Uvalde shooting triggers closer look at gun laws; Massachusetts lawmakers ‘extremely proud’ but say they will review additional reforms

House Speaker Ronald Mariano said he is “extremely proud” of Massachusetts’ gun laws Wednesday — considered some of the tightest in the nation — while Senate President Karen Spilka said her branch would take a look at potential reforms in the wake of a Texas school shooting that left 19 children and two teachers dead.

An 18-year-old gunman walked into a classroom at Robb Elementary School in Uvalde, Texas and opened fire at “anyone that was in his way,” authorities there said. The school shooting was the deadliest in the United States since 20 children and six adults were killed at Sandy Hook Elementary in Connecticut in 2012 and comes two weeks after 10 Black people were killed at a Buffalo, New York supermarket.

Mariano said Massachusetts has some of the strongest gun laws in the country, adding he has asked Judiciary Committee Chairman Michael Day to monitor the situation “over the last couple of mass shootings” to see if there are additional reforms the House can take up.

“I don’t know what triggers these events and how much even gun control is going to stop these people who are on a mission to just annihilate races and ethnic groups of people,” he said. “It’s an underlying sickness in individuals that we have to identify and get at to see if we can treat these people. It’s more than just gun laws.”

Spilka said mass shootings are happening “all too often” in the United States, adding “it’s hard to believe that this is America.” She said prayers and thoughts are not enough — states and the federal government need to take action.

“I hear some of those in Texas that say it’s not the answer to have tighter gun control. That is absolutely the wrong thought, look at the states that do have tighter gun control,” Spilka told reporters Wednesday morning. “These instances are not happening like they’re happening in Texas and some other states.”

Massachusetts, Spilka said, already has strong gun control laws, but the Senate “will certainly take a look” at more reforms. Massachusetts bans the possession of semiautomatic rifles like Colt AR-15s, Kalashnikov AK-47s, and copies or duplicates of the weapons.

Following the 2018 Stoneman Douglas High School shooting in Parkland, Florida, lawmakers here passed legislation that allows law enforcement to temporarily remove firearms from people who are considered dangerous to others or themselves.

But some advocates and public officials are asking Massachusetts to go further. At least one bill under consideration at the State House would ban the production of assault weapons in the state, which Spilka said she would “look into the language of the bill.”

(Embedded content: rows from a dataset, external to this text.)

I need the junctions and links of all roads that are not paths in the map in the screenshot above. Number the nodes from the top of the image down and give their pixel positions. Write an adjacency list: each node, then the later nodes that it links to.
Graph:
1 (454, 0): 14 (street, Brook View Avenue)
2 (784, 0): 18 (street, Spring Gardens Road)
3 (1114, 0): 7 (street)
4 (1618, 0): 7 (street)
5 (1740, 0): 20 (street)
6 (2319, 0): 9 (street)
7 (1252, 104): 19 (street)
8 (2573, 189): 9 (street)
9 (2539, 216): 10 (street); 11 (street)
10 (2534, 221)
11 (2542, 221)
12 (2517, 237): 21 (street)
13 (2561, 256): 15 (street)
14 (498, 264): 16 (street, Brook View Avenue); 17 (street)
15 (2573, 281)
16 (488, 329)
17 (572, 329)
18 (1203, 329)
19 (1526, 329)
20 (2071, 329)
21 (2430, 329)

The bill relies upon a definition in state law that says an assault weapon is a semiautomatic firearm like Colt AR-15s or Kalashnikov AK-47s or “copies or duplicates of the weapons.”

The Legislature gave the Judiciary Committee until June 30 to make a final decision on the bill sponsored by Reps. Marjorie Decker, Frank Moran and Sen. Cynthia Creem. Some lawmakers have also signaled an interest in addressing the production of ghost guns — firearms that are 3D-printed and untraceable.

Springfield-based Smith & Wesson operates a manufacturing plant in the city and previously announced that it would move its headquarters and much of its operations to Tennessee in 2023 partly in response to the proposed ban on assault weapon manufacturing in Massachusetts.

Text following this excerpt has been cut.